While a great deal of attention is given to DEA Chief Administrative Law Judge Mulrooney’s (“CALJ Mulrooney’s”) opinion regarding the impact of the Ensuring Patient Access and Effective Drug Enforcement Act on DEA enforcement efforts, very little attention has been afforded a shocking and unprecedented attack by a sitting DEA Administrative Law Judge on DEA’s formal administrative hearing process found within the same article.
Hidden in plain sight at the end of CALJ Mulrooney’s and Ms. Katherine Legel’s soon-to-be-published law review article is a thirty page attack on the procedures that govern DEA administrative hearings, substantive decisions in final agency decisions, and the individuals assigned to draft final agency decisions on behalf of the agency.

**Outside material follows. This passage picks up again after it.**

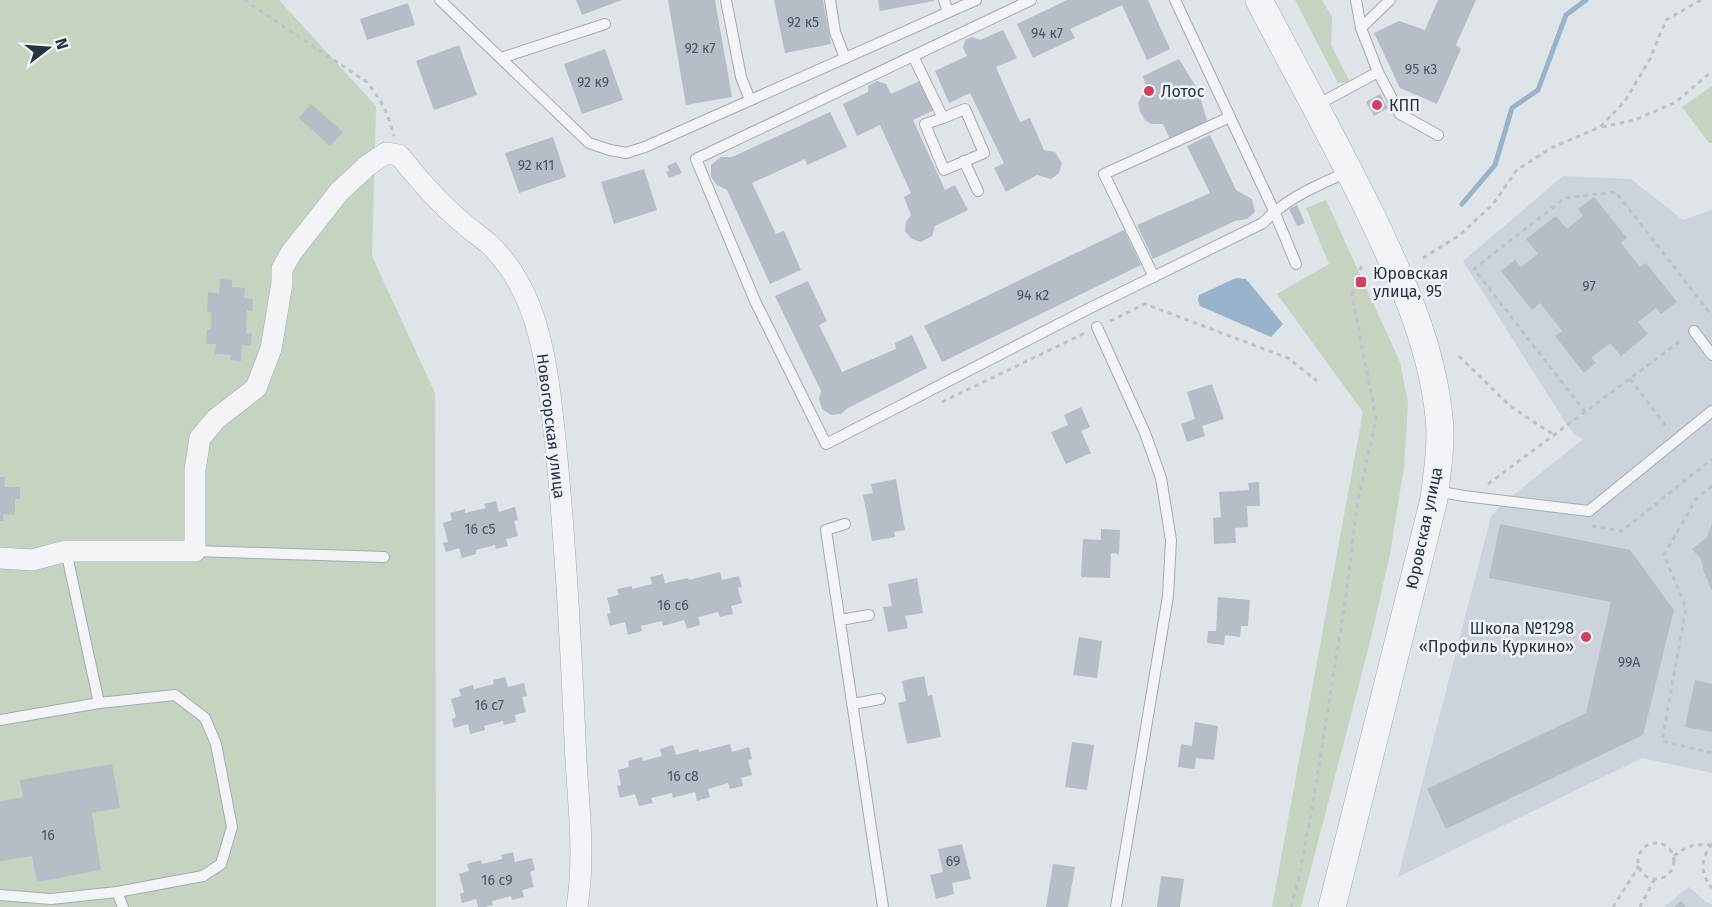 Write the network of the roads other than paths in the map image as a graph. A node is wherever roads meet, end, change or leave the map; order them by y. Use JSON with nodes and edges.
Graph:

Here are a few of the more serious accusations and criticisms CALJ Mulrooney levies against DEA’s administrative hearing process. The following are taken verbatim from the draft law review article available at the time of this posting.
Procedural Matters
- The fact that the Agency’s rudimentary hearing regulations exist today substantially as they did when first promulgated over four decades ago tends to magnify the significance of the increasingly ubiquitous procedural edicts that the Agency disseminates through adjudication final orders.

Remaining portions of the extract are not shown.